Anyway, I love visiting ruins and thinking about what life was like when the ruin was modern. 

These stories are only the tip of the iceberg of experiences and lessons from my travels. Knowing where to begin and where to end is near impossible, so I will just leave it at four stories and end this by telling you that this world is a special place. {You may already know this}. 

I’ve come to understand that human life is a playground for the soul. It’s where we come to experience every possibility of life, enjoy the amazing things this world has to offer, to learn hard lessons, and to understand the many layers of joy and suffering. 

If you’ve been following my journey the whole time, I want to say thank you. Thank you for being curious about what I’m up to and for continuing to follow me despite my continuous and serious learning curves I’ve had to face, which I know have made me look like a fool. You’ve helped inspire me to keep going. I’ve learned and I’ve learned and I’ve learned in these three years, but all that I’ve really come to find is that I used to know not a goddamn thing, and now I still only know very little. Luckily, I’m young and have plenty of time to keep learning more, and I want to share that experience with people like you who want to hear about it. 

If you’re new, welcome aboard. Hope you brought a seat belt, it’s a bumpy ride.

-Bailey

 

Foot notes: 

1: The most delicious vegan dish made from bulgar and spices. Check out this CigKofte food porn. 

2: Cerró Rico means rich mountain. Called this both because it contained riches, but also because it’s the mountain that “eats” men (in Spanish, rico (rich) is a word often used to describe delicious food).  
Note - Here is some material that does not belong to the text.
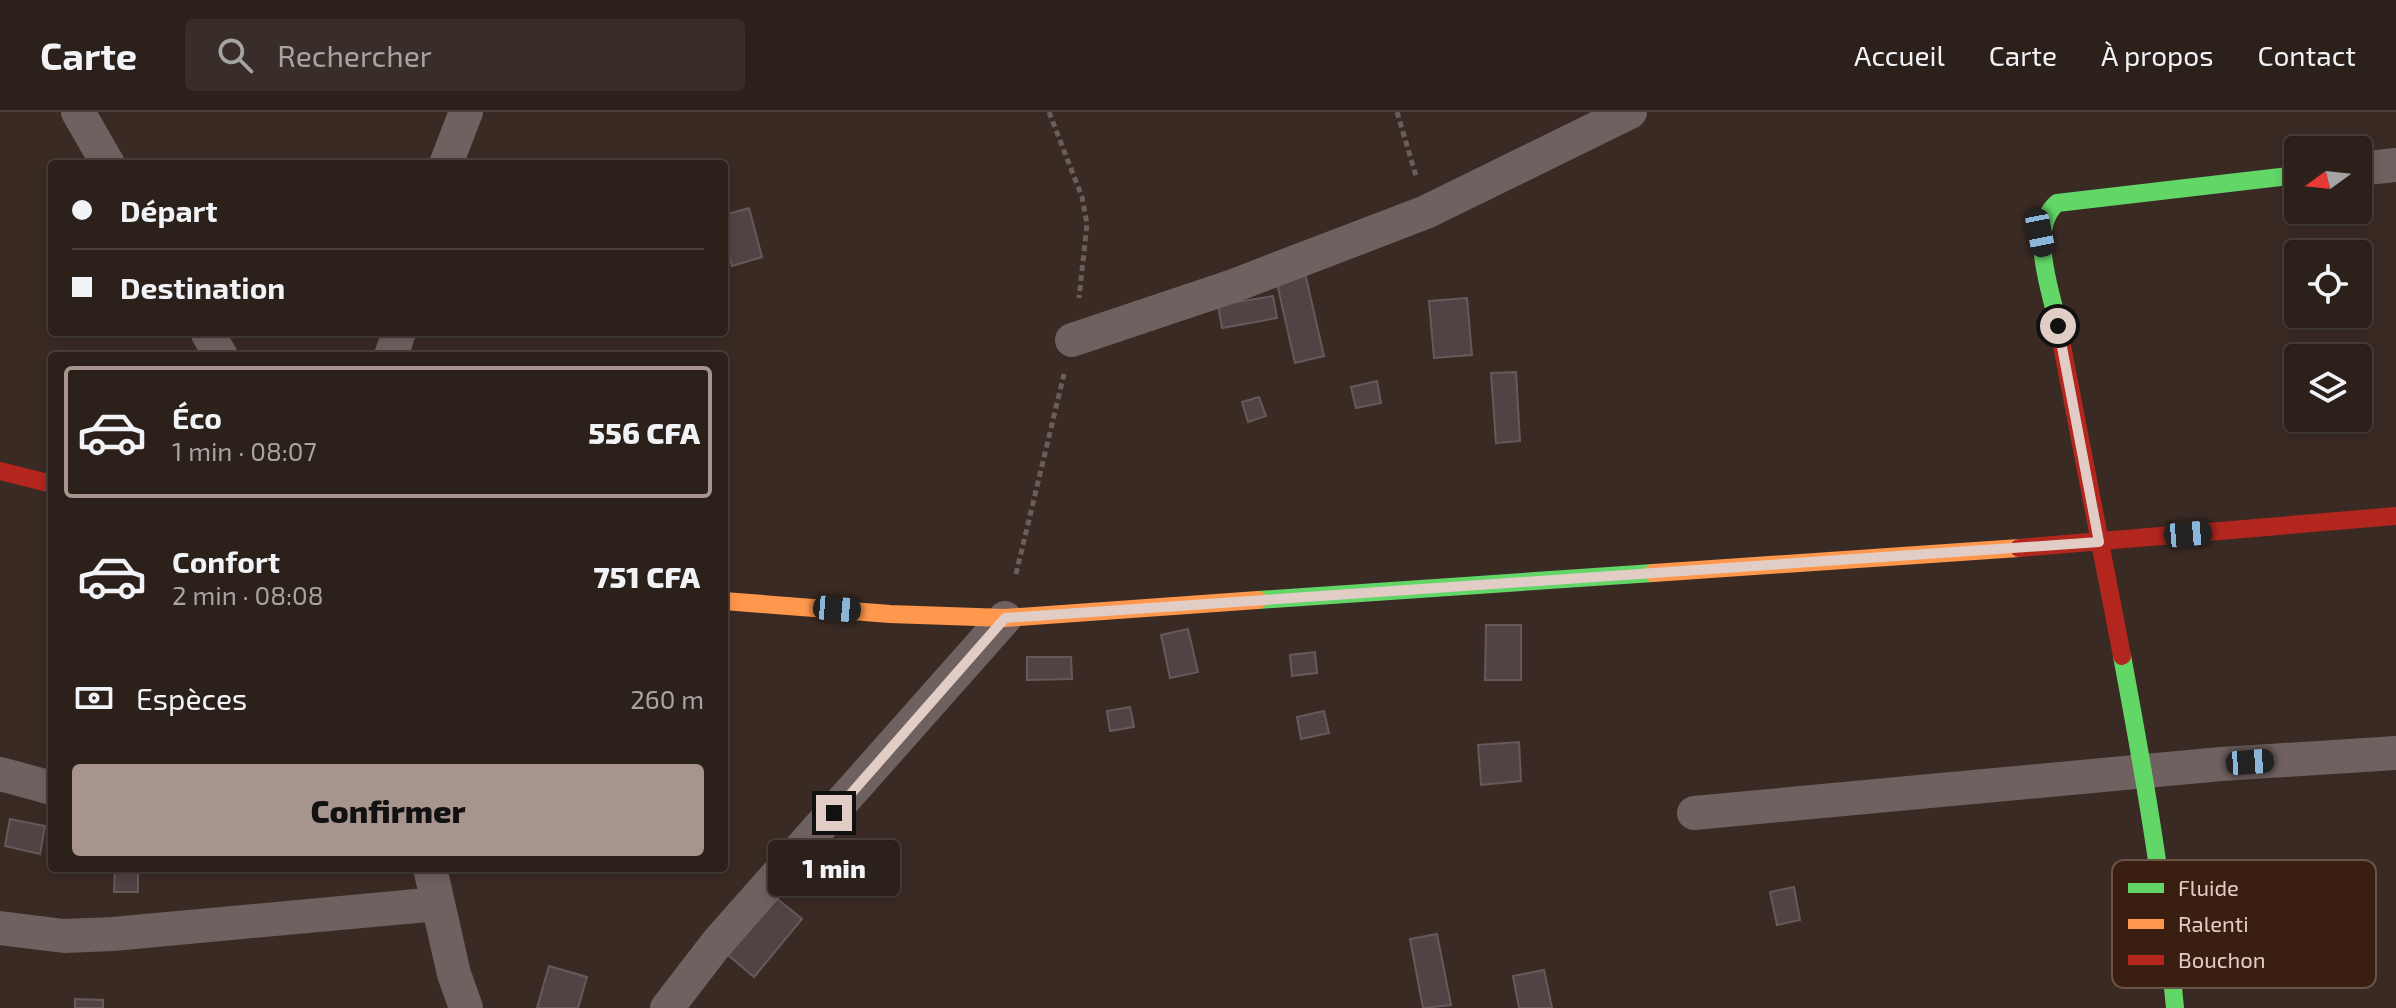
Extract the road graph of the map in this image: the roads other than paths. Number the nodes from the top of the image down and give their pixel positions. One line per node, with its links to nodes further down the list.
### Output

3: I realize that some people that read this story might still see psychedelics as “illicit drugs”. I understand why this is, based on the fact that they have been scheduled drugs in the United States (and the rest of the world) since the 1960s. I’m not going to preach about why this is nonsense and how it’s a government’s ploy to control the public here and now (even though that’s kind of what I believe), instead, if you feel strongly enough about this subject and judge my explorations or opinions, I encourage you to educate yourself on plant medicines. Throughout the long history of the human species, mind altering substances have been used as ways to do exactly what I did in this story, connect to ancestors and spirits, and maybe even form what we know of as consciousness. For more information on what psychedelics are really all about, check out the popular book “How to Change Your Mind” by Michael Pollan, his more recent book “This is Your Mind on Plants”, or even his Netflix series “How to Change Your Mind” if you don’t have time to read. There are many other authors like Carl Hart who wrote the book “Drug Use for Grown Ups” if you want to dive in even deeper to the politics and current social orders, but Michael Pollan is a great place to start. I will probably be writing more about my experiences in the future, so you can always come back to read them if you’re curious to know more.

4: Yes, I know these could have probably all been their own posts. But after not posting for such a long time, I felt like I owed it to my readers to finally give them something to read!